[Saved entries]
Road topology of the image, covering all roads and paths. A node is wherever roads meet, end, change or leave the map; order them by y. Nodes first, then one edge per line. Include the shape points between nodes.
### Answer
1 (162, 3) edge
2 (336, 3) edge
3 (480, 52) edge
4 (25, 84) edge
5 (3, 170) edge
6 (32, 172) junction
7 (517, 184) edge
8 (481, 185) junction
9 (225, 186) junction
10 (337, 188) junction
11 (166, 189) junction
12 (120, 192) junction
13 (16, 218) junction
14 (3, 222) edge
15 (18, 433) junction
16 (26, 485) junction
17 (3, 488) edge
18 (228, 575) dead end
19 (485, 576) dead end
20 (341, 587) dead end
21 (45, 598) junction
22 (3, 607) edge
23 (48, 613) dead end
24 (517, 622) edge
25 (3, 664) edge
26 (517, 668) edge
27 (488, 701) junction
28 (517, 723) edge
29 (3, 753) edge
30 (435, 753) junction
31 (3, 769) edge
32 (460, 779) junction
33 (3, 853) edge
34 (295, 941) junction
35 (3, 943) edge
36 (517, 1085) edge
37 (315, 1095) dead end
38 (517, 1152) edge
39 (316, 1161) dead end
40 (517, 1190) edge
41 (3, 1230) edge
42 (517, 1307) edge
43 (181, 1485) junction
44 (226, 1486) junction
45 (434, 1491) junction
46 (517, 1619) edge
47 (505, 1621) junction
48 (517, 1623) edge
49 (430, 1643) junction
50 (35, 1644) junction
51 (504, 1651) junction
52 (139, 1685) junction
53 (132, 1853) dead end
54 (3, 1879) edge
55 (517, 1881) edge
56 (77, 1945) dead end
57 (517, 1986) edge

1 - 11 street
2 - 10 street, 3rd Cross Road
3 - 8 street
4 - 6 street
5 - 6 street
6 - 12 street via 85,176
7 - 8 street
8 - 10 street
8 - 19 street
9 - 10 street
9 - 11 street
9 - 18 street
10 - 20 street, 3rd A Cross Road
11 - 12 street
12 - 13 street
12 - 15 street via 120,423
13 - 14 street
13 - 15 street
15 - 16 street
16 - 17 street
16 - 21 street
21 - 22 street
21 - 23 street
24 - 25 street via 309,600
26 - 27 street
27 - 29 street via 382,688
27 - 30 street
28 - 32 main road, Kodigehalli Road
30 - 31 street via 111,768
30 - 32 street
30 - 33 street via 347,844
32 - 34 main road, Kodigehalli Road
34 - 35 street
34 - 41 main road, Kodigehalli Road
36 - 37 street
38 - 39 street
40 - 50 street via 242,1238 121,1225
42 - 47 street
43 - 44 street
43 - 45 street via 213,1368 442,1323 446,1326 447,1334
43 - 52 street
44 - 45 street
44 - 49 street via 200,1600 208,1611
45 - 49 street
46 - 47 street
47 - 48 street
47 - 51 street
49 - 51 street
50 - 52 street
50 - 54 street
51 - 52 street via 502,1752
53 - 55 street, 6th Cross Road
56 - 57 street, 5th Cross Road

▶ The task:
Among the lines of the preceding data, which ones hold the word "main"? List them.

▶ Exercise output:
28 - 32 main road, Kodigehalli Road
32 - 34 main road, Kodigehalli Road
34 - 41 main road, Kodigehalli Road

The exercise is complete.